> Task to carry out
Check every line of the listing below for the word "edges" and give the number of lines where it appears, with nothing added.

> Source records
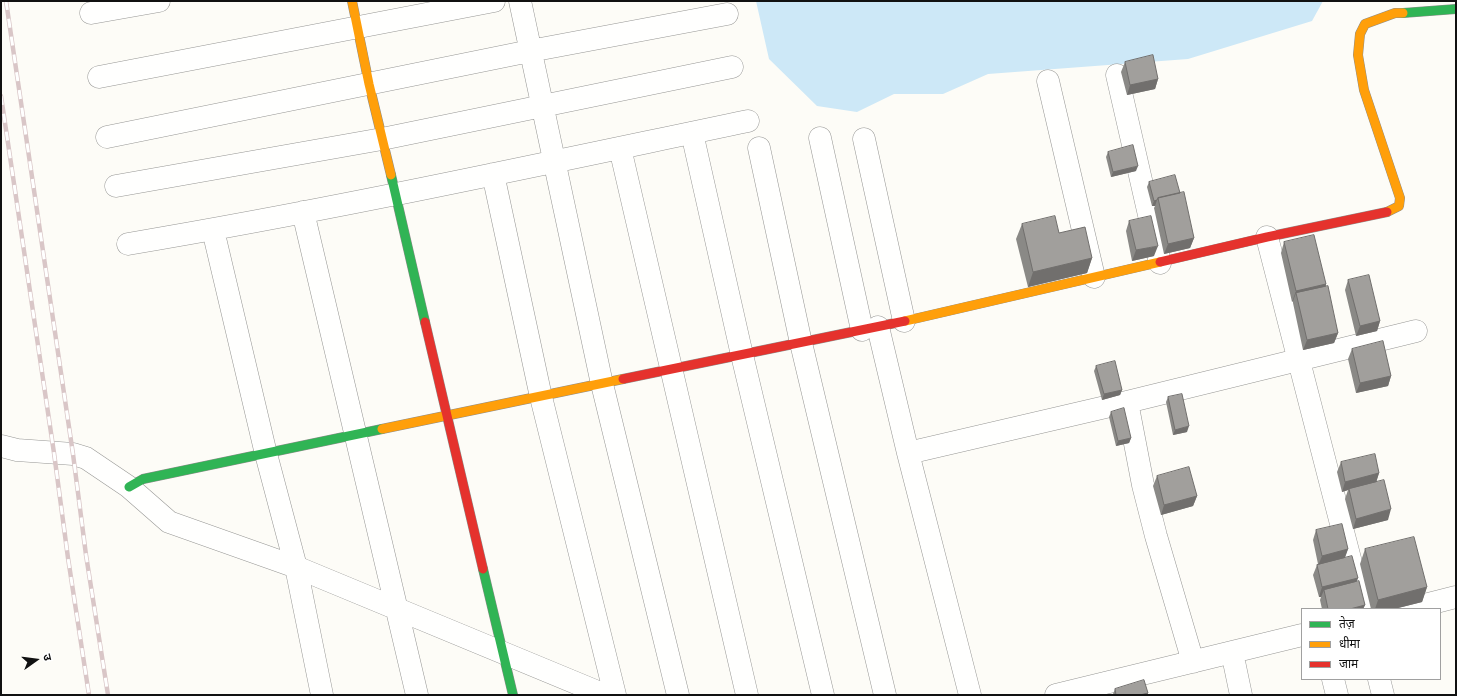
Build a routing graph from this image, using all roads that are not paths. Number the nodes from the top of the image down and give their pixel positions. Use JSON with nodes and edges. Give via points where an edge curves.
{"nodes":[{"id":1,"x":159,"y":1,"type":"edge"},
{"id":2,"x":352,"y":1,"type":"edge"},
{"id":3,"x":494,"y":1,"type":"edge"},
{"id":4,"x":520,"y":1,"type":"edge"},
{"id":5,"x":1456,"y":9,"type":"edge"},
{"id":6,"x":91,"y":13,"type":"dead end"},
{"id":7,"x":727,"y":14,"type":"dead end"},
{"id":8,"x":357,"y":27,"type":"junction"},
{"id":9,"x":530,"y":51,"type":"junction"},
{"id":10,"x":732,"y":67,"type":"dead end"},
{"id":11,"x":1117,"y":75,"type":"dead end"},
{"id":12,"x":99,"y":77,"type":"dead end"},
{"id":13,"x":1048,"y":82,"type":"dead end"},
{"id":14,"x":369,"y":84,"type":"junction"},
{"id":15,"x":542,"y":106,"type":"junction"},
{"id":16,"x":748,"y":121,"type":"dead end"},
{"id":17,"x":692,"y":133,"type":"junction"},
{"id":18,"x":107,"y":137,"type":"dead end"},
{"id":19,"x":820,"y":138,"type":"dead end"},
{"id":20,"x":382,"y":139,"type":"junction"},
{"id":21,"x":864,"y":139,"type":"dead end"},
{"id":22,"x":620,"y":148,"type":"junction"},
{"id":23,"x":759,"y":148,"type":"dead end"},
{"id":24,"x":554,"y":162,"type":"junction"},
{"id":25,"x":493,"y":174,"type":"junction"},
{"id":26,"x":116,"y":186,"type":"dead end"},
{"id":27,"x":395,"y":194,"type":"junction"},
{"id":28,"x":303,"y":212,"type":"junction"},
{"id":29,"x":213,"y":230,"type":"junction"},
{"id":30,"x":1267,"y":237,"type":"junction"},
{"id":31,"x":128,"y":244,"type":"dead end"},
{"id":32,"x":1160,"y":263,"type":"junction"},
{"id":33,"x":1094,"y":277,"type":"junction"},
{"id":34,"x":904,"y":321,"type":"junction"},
{"id":35,"x":870,"y":328,"type":"junction"},
{"id":36,"x":1416,"y":331,"type":"dead end"},
{"id":37,"x":800,"y":343,"type":"junction"},
{"id":38,"x":742,"y":355,"type":"junction"},
{"id":39,"x":1298,"y":360,"type":"junction"},
{"id":40,"x":672,"y":370,"type":"junction"},
{"id":41,"x":602,"y":384,"type":"junction"},
{"id":42,"x":541,"y":397,"type":"junction"},
{"id":43,"x":1126,"y":402,"type":"junction"},
{"id":44,"x":447,"y":416,"type":"junction"},
{"id":45,"x":355,"y":435,"type":"junction"},
{"id":46,"x":1,"y":446,"type":"edge"},
{"id":47,"x":908,"y":453,"type":"junction"},
{"id":48,"x":266,"y":454,"type":"junction"},
{"id":49,"x":129,"y":487,"type":"junction"},
{"id":50,"x":296,"y":567,"type":"junction"},
{"id":51,"x":1456,"y":597,"type":"edge"},
{"id":52,"x":1363,"y":608,"type":"edge"},
{"id":53,"x":1413,"y":608,"type":"edge"},
{"id":54,"x":396,"y":609,"type":"junction"},
{"id":55,"x":1301,"y":635,"type":"edge"},
{"id":56,"x":1232,"y":652,"type":"junction"},
{"id":57,"x":503,"y":653,"type":"junction"},
{"id":58,"x":1193,"y":662,"type":"junction"},
{"id":59,"x":1333,"y":680,"type":"edge"},
{"id":60,"x":1379,"y":680,"type":"edge"},
{"id":61,"x":322,"y":695,"type":"edge"},
{"id":62,"x":417,"y":695,"type":"edge"},
{"id":63,"x":513,"y":695,"type":"edge"},
{"id":64,"x":605,"y":695,"type":"edge"},
{"id":65,"x":615,"y":695,"type":"edge"},
{"id":66,"x":678,"y":695,"type":"edge"},
{"id":67,"x":747,"y":695,"type":"edge"},
{"id":68,"x":823,"y":695,"type":"edge"},
{"id":69,"x":886,"y":695,"type":"edge"},
{"id":70,"x":970,"y":695,"type":"edge"},
{"id":71,"x":1056,"y":695,"type":"edge"},
{"id":72,"x":1241,"y":695,"type":"edge"},
{"id":73,"x":1337,"y":695,"type":"edge"},
{"id":74,"x":1383,"y":695,"type":"edge"}],
"edges":[{"from":1,"to":6,"type":"street"},
{"from":2,"to":8,"type":"street"},
{"from":3,"to":8,"type":"street"},
{"from":4,"to":9,"type":"street"},
{"from":5,"to":30,"type":"street","via":[[1395,13],[1365,24],[1360,34],[1358,55],[1364,90],[1400,198],[1399,206]]},
{"from":7,"to":9,"type":"street"},
{"from":8,"to":12,"type":"street"},
{"from":8,"to":14,"type":"street"},
{"from":9,"to":14,"type":"street"},
{"from":9,"to":15,"type":"street"},
{"from":10,"to":15,"type":"street"},
{"from":11,"to":32,"type":"street"},
{"from":13,"to":33,"type":"street"},
{"from":14,"to":18,"type":"street"},
{"from":14,"to":20,"type":"street"},
{"from":15,"to":20,"type":"street"},
{"from":15,"to":24,"type":"street"},
{"from":16,"to":17,"type":"street"},
{"from":17,"to":22,"type":"street"},
{"from":17,"to":38,"type":"street"},
{"from":19,"to":35,"type":"street"},
{"from":20,"to":26,"type":"street"},
{"from":20,"to":27,"type":"street"},
{"from":21,"to":34,"type":"street"},
{"from":22,"to":24,"type":"street"},
{"from":22,"to":40,"type":"street"},
{"from":23,"to":37,"type":"street"},
{"from":24,"to":25,"type":"street"},
{"from":24,"to":41,"type":"street"},
{"from":25,"to":27,"type":"street"},
{"from":25,"to":42,"type":"street"},
{"from":27,"to":28,"type":"street"},
{"from":27,"to":44,"type":"street"},
{"from":28,"to":29,"type":"street"},
{"from":28,"to":45,"type":"street"},
{"from":29,"to":31,"type":"street"},
{"from":29,"to":48,"type":"street"},
{"from":30,"to":32,"type":"street"},
{"from":30,"to":39,"type":"street"},
{"from":32,"to":33,"type":"street"},
{"from":33,"to":34,"type":"street"},
{"from":34,"to":35,"type":"street"},
{"from":35,"to":37,"type":"street"},
{"from":35,"to":47,"type":"street"},
{"from":36,"to":39,"type":"street"},
{"from":37,"to":38,"type":"street"},
{"from":37,"to":69,"type":"street"},
{"from":38,"to":40,"type":"street"},
{"from":38,"to":68,"type":"street"},
{"from":39,"to":43,"type":"street"},
{"from":39,"to":52,"type":"street"},
{"from":40,"to":41,"type":"street"},
{"from":40,"to":67,"type":"street"},
{"from":41,"to":42,"type":"street"},
{"from":41,"to":66,"type":"street"},
{"from":42,"to":44,"type":"street"},
{"from":42,"to":65,"type":"street"},
{"from":43,"to":47,"type":"street"},
{"from":43,"to":58,"type":"street","via":[[1156,536]]},
{"from":44,"to":45,"type":"street"},
{"from":44,"to":57,"type":"street"},
{"from":45,"to":48,"type":"street"},
{"from":45,"to":54,"type":"street"},
{"from":46,"to":49,"type":"street","via":[[86,458]]},
{"from":47,"to":70,"type":"street"},
{"from":48,"to":49,"type":"street","via":[[143,479]]},
{"from":48,"to":50,"type":"street"},
{"from":49,"to":50,"type":"street","via":[[169,522]]},
{"from":50,"to":54,"type":"street"},
{"from":50,"to":61,"type":"street"},
{"from":51,"to":53,"type":"street"},
{"from":54,"to":57,"type":"street"},
{"from":54,"to":62,"type":"street"},
{"from":55,"to":56,"type":"street"},
{"from":56,"to":58,"type":"street"},
{"from":56,"to":72,"type":"street"},
{"from":57,"to":63,"type":"street"},
{"from":57,"to":64,"type":"street"},
{"from":58,"to":71,"type":"street"},
{"from":59,"to":73,"type":"street"},
{"from":60,"to":74,"type":"street"}]}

> Response for this exercise
2